“Escuche a tantos amigos y familiares diciendo: “No te enrosques”, “No leas” “No contestes” “No te rebajes”.

Esta vez doy un paso al frente, porque desde el 29 de Diciembre a la mañana, cuando fue el primer allanamiento, que les vengo haciendo caso.

Desde ese 29 de diciembre. Con la familia reunida después de tanto tiempo. Mi hermano mayor recién llegado de Buenos Aires, yo misma recién volviéndome a vivir a Jujuy después de muchos años afuera, con la sonrisa de mi viejo de oreja a oreja desde que se levantaba hasta que se iba a dormir porque estábamos todos juntos otra vez.

Desde ese día que me aguanto las ganas de contestarle a todos y cada uno de los que, valientemente, atrás de una pantalla, se dedican a hablar sin saber, a opinar sin informarse, a generar violencia contra mi familia, a amenazar a mis hermanos, a difamar a mis tíos e incluso hasta mi abuela. Todos laburantes.

A generar miedo. Si, miedo. Miedo a salir a la calle. Miedo al timbre o al teléfono de casa. Miedo a cada persona desconocida que se acerca.

A desprestigiar la vida y obra de mi viejo.

Un tipo que toda la vida se dedicó a ayudar al prójimo, que no va a dejar de hacerlo. Que incluso sostuvo, de su propio bolsillo, una fundación que apoyaba proyectos vinculados con el crecimiento y desarrollo sustentable de las comunidades rurales, cuando su propio bolsillo no era el más abultado.

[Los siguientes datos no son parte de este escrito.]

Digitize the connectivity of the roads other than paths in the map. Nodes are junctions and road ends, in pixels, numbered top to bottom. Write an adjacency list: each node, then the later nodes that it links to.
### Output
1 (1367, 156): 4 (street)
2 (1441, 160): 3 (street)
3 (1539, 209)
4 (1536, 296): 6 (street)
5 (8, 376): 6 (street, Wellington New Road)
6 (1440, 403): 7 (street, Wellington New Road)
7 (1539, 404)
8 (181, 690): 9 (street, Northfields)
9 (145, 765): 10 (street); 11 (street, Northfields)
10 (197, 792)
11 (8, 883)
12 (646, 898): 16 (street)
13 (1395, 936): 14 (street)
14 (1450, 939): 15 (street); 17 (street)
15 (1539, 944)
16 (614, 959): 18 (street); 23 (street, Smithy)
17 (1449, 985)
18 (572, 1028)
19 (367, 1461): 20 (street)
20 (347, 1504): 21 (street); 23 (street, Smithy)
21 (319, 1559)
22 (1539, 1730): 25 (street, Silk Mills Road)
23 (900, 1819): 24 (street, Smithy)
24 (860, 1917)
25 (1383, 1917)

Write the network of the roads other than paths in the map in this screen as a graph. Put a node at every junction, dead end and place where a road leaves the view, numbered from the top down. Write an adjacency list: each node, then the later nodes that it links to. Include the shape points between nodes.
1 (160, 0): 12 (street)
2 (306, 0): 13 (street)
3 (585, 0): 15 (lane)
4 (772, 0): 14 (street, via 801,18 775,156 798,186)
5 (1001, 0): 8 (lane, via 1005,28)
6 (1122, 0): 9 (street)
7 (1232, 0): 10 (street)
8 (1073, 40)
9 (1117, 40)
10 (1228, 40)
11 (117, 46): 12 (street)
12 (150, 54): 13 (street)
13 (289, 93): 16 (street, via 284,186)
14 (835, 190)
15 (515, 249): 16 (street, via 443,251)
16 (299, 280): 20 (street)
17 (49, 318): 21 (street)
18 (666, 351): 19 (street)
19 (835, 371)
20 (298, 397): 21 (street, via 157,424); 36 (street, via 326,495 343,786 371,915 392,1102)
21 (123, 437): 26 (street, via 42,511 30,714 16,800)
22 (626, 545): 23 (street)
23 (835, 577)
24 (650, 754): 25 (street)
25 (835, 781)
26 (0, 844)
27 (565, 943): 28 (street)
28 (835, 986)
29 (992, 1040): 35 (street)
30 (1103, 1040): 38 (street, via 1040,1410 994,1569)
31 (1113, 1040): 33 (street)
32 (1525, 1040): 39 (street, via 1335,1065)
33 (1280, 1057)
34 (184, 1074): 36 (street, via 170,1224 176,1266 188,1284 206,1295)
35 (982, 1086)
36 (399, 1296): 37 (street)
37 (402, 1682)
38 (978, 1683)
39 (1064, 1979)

Un tipo que detesta las injusticias, la corrupción.

Un tipo que una vez dijo: “Nadie puede vivir en una burbuja de bienestar flotando en un mar de mierda” Y se me grabó a fuego para siempre.

Un tipo que cuida a su familia como nadie. Que dejó el cargo de director del instituto porque sentía que se estaba alejando de nosotros. Que sabe que la familia siempre está primero.

¿Y todo por qué? ¿Porque la gente quiere que se culpe a alguien que alguna vez formó parte del gobierno?

¿Realmente son capaces de creerse lo que sea, con tal de demostrar su postura o creencia política?

Todos pedimos justicia por Matías Puca. Todos pedimos justicia para que una madre que perdió a su hijo encuentre al culpable.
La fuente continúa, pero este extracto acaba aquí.